:: ASSIGNED TASK ::
Repeat back every line of the data, exactly.

:: RECORD EXCERPTS ::
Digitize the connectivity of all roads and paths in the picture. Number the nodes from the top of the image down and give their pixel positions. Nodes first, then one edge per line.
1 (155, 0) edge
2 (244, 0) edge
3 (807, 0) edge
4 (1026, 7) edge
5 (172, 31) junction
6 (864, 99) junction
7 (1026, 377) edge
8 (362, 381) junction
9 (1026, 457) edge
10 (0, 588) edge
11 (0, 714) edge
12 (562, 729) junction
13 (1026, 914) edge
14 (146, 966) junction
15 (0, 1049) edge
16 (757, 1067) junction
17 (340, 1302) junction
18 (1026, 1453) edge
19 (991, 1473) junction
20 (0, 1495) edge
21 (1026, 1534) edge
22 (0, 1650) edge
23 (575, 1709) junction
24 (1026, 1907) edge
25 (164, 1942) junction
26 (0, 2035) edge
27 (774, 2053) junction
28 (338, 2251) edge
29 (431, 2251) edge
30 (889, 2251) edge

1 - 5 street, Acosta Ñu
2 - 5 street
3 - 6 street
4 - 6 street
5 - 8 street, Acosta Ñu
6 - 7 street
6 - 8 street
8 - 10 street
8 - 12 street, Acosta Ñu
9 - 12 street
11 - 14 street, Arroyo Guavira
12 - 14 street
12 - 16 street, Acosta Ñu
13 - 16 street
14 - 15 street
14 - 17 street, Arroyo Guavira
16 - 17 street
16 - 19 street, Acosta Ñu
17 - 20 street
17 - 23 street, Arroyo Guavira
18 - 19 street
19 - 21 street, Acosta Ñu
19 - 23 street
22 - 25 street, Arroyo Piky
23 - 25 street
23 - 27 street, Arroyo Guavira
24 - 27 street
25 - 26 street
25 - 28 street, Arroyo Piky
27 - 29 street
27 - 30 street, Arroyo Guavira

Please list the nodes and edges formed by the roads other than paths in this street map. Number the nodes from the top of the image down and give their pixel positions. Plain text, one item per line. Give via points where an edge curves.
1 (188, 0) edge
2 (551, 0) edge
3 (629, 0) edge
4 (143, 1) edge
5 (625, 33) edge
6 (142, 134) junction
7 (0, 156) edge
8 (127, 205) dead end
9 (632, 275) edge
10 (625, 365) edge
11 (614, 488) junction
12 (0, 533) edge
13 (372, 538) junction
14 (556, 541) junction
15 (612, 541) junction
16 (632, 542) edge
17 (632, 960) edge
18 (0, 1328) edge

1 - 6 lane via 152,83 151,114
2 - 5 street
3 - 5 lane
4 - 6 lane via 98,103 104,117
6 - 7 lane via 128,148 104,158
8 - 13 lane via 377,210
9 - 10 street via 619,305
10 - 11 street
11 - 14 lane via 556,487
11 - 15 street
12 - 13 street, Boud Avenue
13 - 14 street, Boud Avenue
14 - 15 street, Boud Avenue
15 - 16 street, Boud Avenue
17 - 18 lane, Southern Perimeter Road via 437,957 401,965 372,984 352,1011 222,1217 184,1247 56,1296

:: WRITTEN ANSWER ::
Digitize the connectivity of all roads and paths in the picture. Number the nodes from the top of the image down and give their pixel positions. Nodes first, then one edge per line.
1 (155, 0) edge
2 (244, 0) edge
3 (807, 0) edge
4 (1026, 7) edge
5 (172, 31) junction
6 (864, 99) junction
7 (1026, 377) edge
8 (362, 381) junction
9 (1026, 457) edge
10 (0, 588) edge
11 (0, 714) edge
12 (562, 729) junction
13 (1026, 914) edge
14 (146, 966) junction
15 (0, 1049) edge
16 (757, 1067) junction
17 (340, 1302) junction
18 (1026, 1453) edge
19 (991, 1473) junction
20 (0, 1495) edge
21 (1026, 1534) edge
22 (0, 1650) edge
23 (575, 1709) junction
24 (1026, 1907) edge
25 (164, 1942) junction
26 (0, 2035) edge
27 (774, 2053) junction
28 (338, 2251) edge
29 (431, 2251) edge
30 (889, 2251) edge

1 - 5 street, Acosta Ñu
2 - 5 street
3 - 6 street
4 - 6 street
5 - 8 street, Acosta Ñu
6 - 7 street
6 - 8 street
8 - 10 street
8 - 12 street, Acosta Ñu
9 - 12 street
11 - 14 street, Arroyo Guavira
12 - 14 street
12 - 16 street, Acosta Ñu
13 - 16 street
14 - 15 street
14 - 17 street, Arroyo Guavira
16 - 17 street
16 - 19 street, Acosta Ñu
17 - 20 street
17 - 23 street, Arroyo Guavira
18 - 19 street
19 - 21 street, Acosta Ñu
19 - 23 street
22 - 25 street, Arroyo Piky
23 - 25 street
23 - 27 street, Arroyo Guavira
24 - 27 street
25 - 26 street
25 - 28 street, Arroyo Piky
27 - 29 street
27 - 30 street, Arroyo Guavira

Please list the nodes and edges formed by the roads other than paths in this street map. Number the nodes from the top of the image down and give their pixel positions. Plain text, one item per line. Give via points where an edge curves.
1 (188, 0) edge
2 (551, 0) edge
3 (629, 0) edge
4 (143, 1) edge
5 (625, 33) edge
6 (142, 134) junction
7 (0, 156) edge
8 (127, 205) dead end
9 (632, 275) edge
10 (625, 365) edge
11 (614, 488) junction
12 (0, 533) edge
13 (372, 538) junction
14 (556, 541) junction
15 (612, 541) junction
16 (632, 542) edge
17 (632, 960) edge
18 (0, 1328) edge

1 - 6 lane via 152,83 151,114
2 - 5 street
3 - 5 lane
4 - 6 lane via 98,103 104,117
6 - 7 lane via 128,148 104,158
8 - 13 lane via 377,210
9 - 10 street via 619,305
10 - 11 street
11 - 14 lane via 556,487
11 - 15 street
12 - 13 street, Boud Avenue
13 - 14 street, Boud Avenue
14 - 15 street, Boud Avenue
15 - 16 street, Boud Avenue
17 - 18 lane, Southern Perimeter Road via 437,957 401,965 372,984 352,1011 222,1217 184,1247 56,1296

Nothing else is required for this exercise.